Naples Daily News
Kathleen Passidomo is hitting the ground running Wednesday after winning her second term to the Florida Senate representing Southwest Florida.
“There’s a lot we’ve got to do and as I move up the ladder there are things I want to get done,” said Passidomo, 65. “The longer you serve the more responsibility you have.”
A Republican first elected to the state Senate in 2016 and who previously served in the Florida House for six years, Passidomo won her Senate contest with 138,186 votes,or 65 percent, against challenger Annisa Karim, who collected 72,913 votes, or 35 percent, according to unofficial results as of 10:30 p.m. Tuesday.
The Senate district covers Collier and parts of Lee and Hendry counties.
A longtime Naples resident and attorney before entering politics, Passidomo describes herself as a consensus builder able to work with Democratic colleagues in the Senate. She has championed as among her causes the elderly, financial abuse and guardianship reform.

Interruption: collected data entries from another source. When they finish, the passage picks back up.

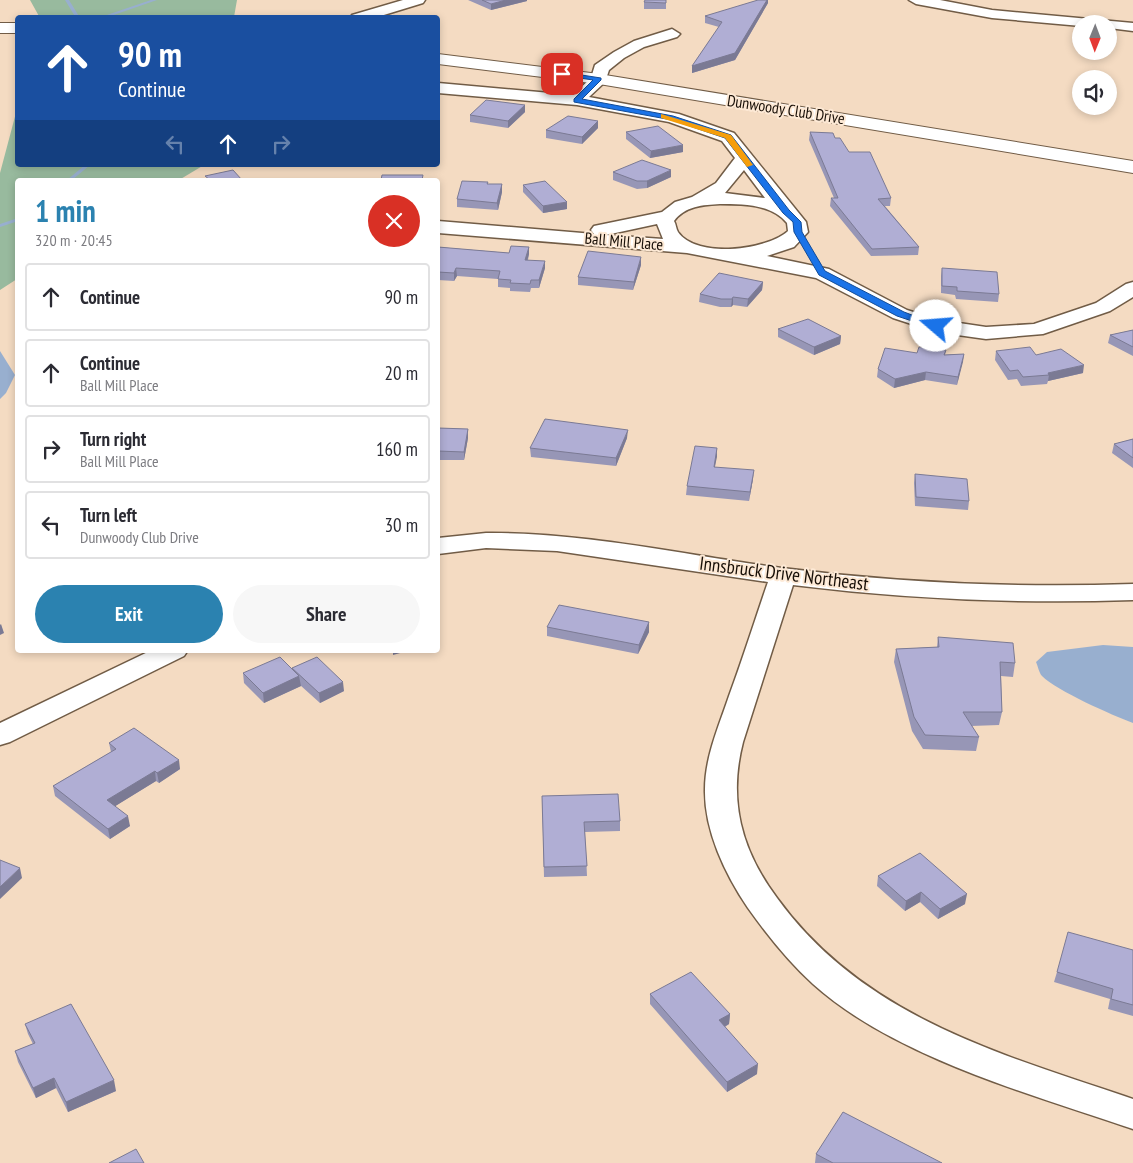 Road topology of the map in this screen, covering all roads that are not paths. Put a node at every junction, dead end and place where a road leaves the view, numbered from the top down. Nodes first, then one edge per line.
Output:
1 (418, 0) edge
2 (916, 0) edge
3 (367, 15) edge
4 (1072, 21) edge
5 (1118, 25) edge
6 (1133, 27) edge
7 (0, 28) edge
8 (15, 28) edge
9 (672, 34) dead end
10 (440, 59) edge
11 (599, 79) junction
12 (440, 88) edge
13 (577, 100) junction
14 (744, 158) junction
15 (1133, 167) edge
16 (698, 201) junction
17 (786, 212) junction
18 (668, 216) junction
19 (440, 227) edge
20 (798, 232) junction
21 (558, 235) junction
22 (691, 247) junction
23 (732, 255) junction
24 (822, 273) junction
25 (1133, 288) edge
26 (440, 546) edge
27 (784, 576) junction
28 (1133, 592) edge
29 (168, 653) edge
30 (0, 735) edge
31 (1133, 1114) edge

1 - 3 street
2 - 4 street
5 - 6 street
7 - 8 street
9 - 11 street
10 - 11 street, Dunwoody Club Drive
11 - 13 street
11 - 15 street, Dunwoody Club Drive
12 - 13 street
13 - 14 street
14 - 16 street
14 - 17 street
16 - 17 street
16 - 18 street, Ball Mill Place
17 - 20 street
18 - 21 street, Ball Mill Place
18 - 22 street
19 - 21 street, Ball Mill Place
20 - 23 street
20 - 24 street
21 - 22 street, Ball Mill Place
22 - 23 street
23 - 24 street
24 - 25 street
26 - 27 street, Innsbruck Drive Northeast
27 - 28 street, Innsbruck Drive Northeast
27 - 31 street
29 - 30 street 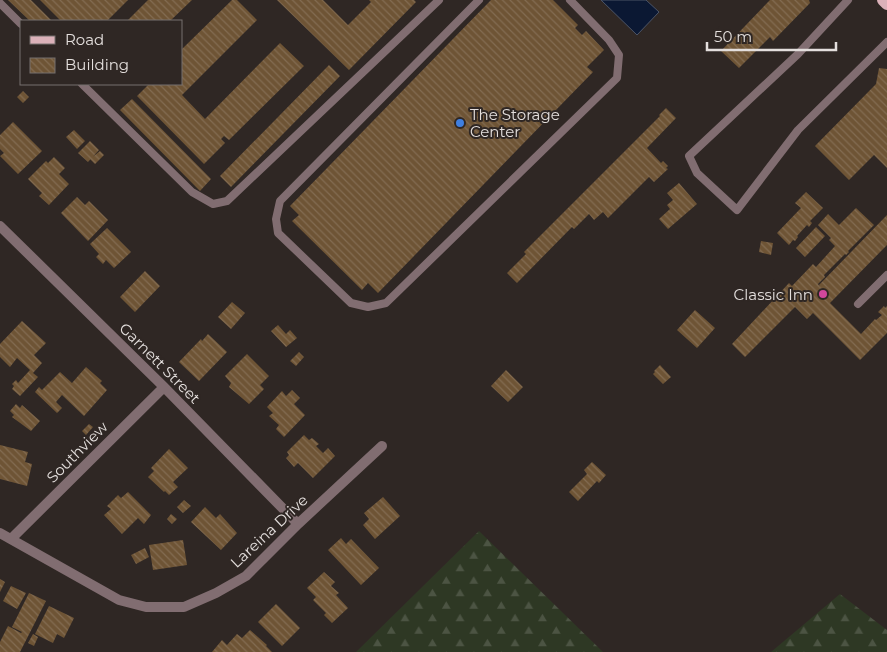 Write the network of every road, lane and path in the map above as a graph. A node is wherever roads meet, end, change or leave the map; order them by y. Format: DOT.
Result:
graph roads {
  1 [pos="439,0"];
  2 [pos="479,0"];
  3 [pos="570,0"];
  4 [pos="848,0"];
  5 [pos="883,0"];
  6 [pos="0,3"];
  7 [pos="887,4"];
  8 [pos="20,23"];
  9 [pos="887,42"];
  10 [pos="83,85"];
  11 [pos="0,226"];
  12 [pos="887,275"];
  13 [pos="858,304"];
  14 [pos="164,387"];
  15 [pos="382,446"];
  16 [pos="298,524"];
  17 [pos="0,533"];
  18 [pos="11,539"];
  1 -- 10 [label="lane"];
  2 -- 3 [label="lane"];
  4 -- 9 [label="lane"];
  5 -- 7 [label="main road"];
  6 -- 8 [label="lane"];
  11 -- 14 [label="street, Garnett Street"];
  12 -- 13 [label="lane"];
  14 -- 16 [label="street, Garnett Street"];
  14 -- 18 [label="street, Southview"];
  15 -- 16 [label="street, Lareina Drive"];
  16 -- 18 [label="street, Lareina Drive"];
  17 -- 18 [label="street, Lareina Drive"];
} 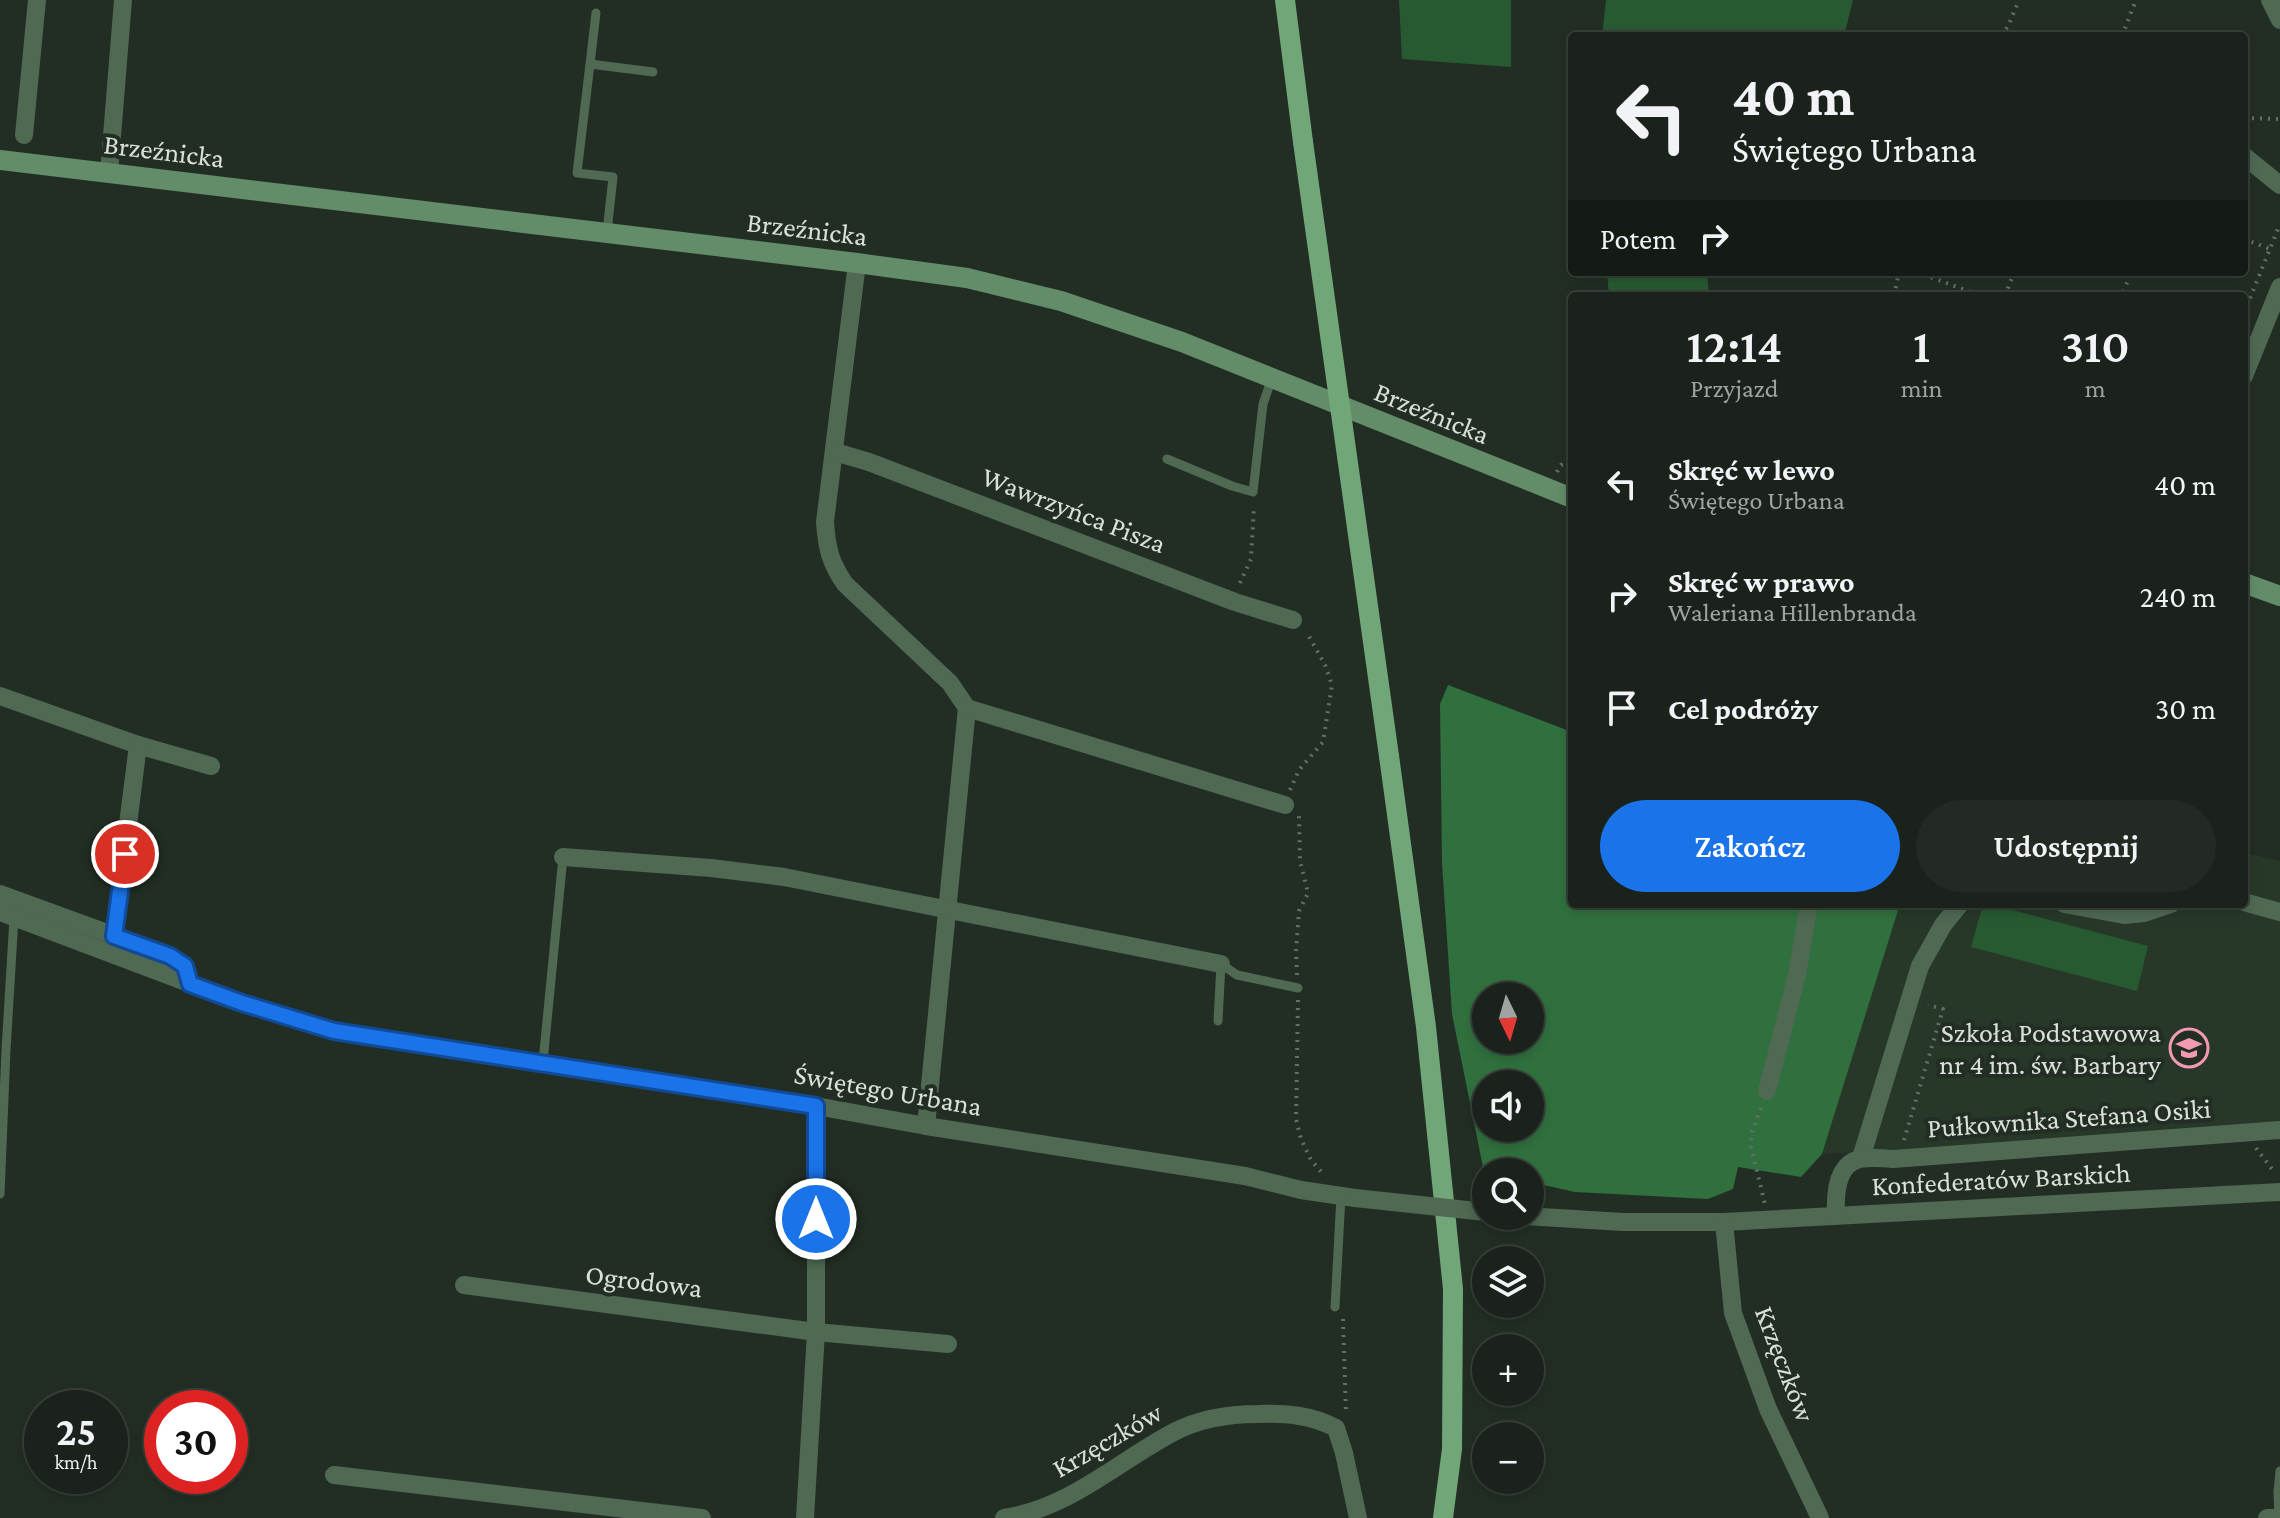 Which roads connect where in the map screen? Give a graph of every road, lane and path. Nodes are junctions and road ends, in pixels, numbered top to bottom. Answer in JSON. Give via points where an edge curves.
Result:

Her top priorities with her re-election is to enhance funding for mental health assistance in the education system, and to prevent money being swept away from the state’s affordable housing trust funds. After her win, Passidomo said she is moving forward again with legislation on the affordable housing trust funds and she has an opioid bill in draft.
“I feel great,” she said. “I’m ready to go.”
She spent election evening at her home in Naples surrounded by friends, her Senate staff and law firm colleagues.
When it comes to the algae crisis in Southwest Florida, Passidomo told the Daily News the Everglades restoration project authorized years ago and delayed during the recession needs to get back on track. Another priority is addressing water quality and preventing treated septic tank effluent from seeping into the aquifer.
Karim, 44, who is a manager with Lee County’s Department of Parks and Recreation, ran on an environmental platform in part due to her expertise in wildlife ecology and conservation, and she backed an algae bloom task force.
She said the state is not doing enough to address the algae crisis, and Karim also supported reinstating the state Department of Community Affairs, according to her website.
Passidomo raised $428,000 for her campaign and spent $235,000, state election records show. Karim raised $49,000 and spent $32,000.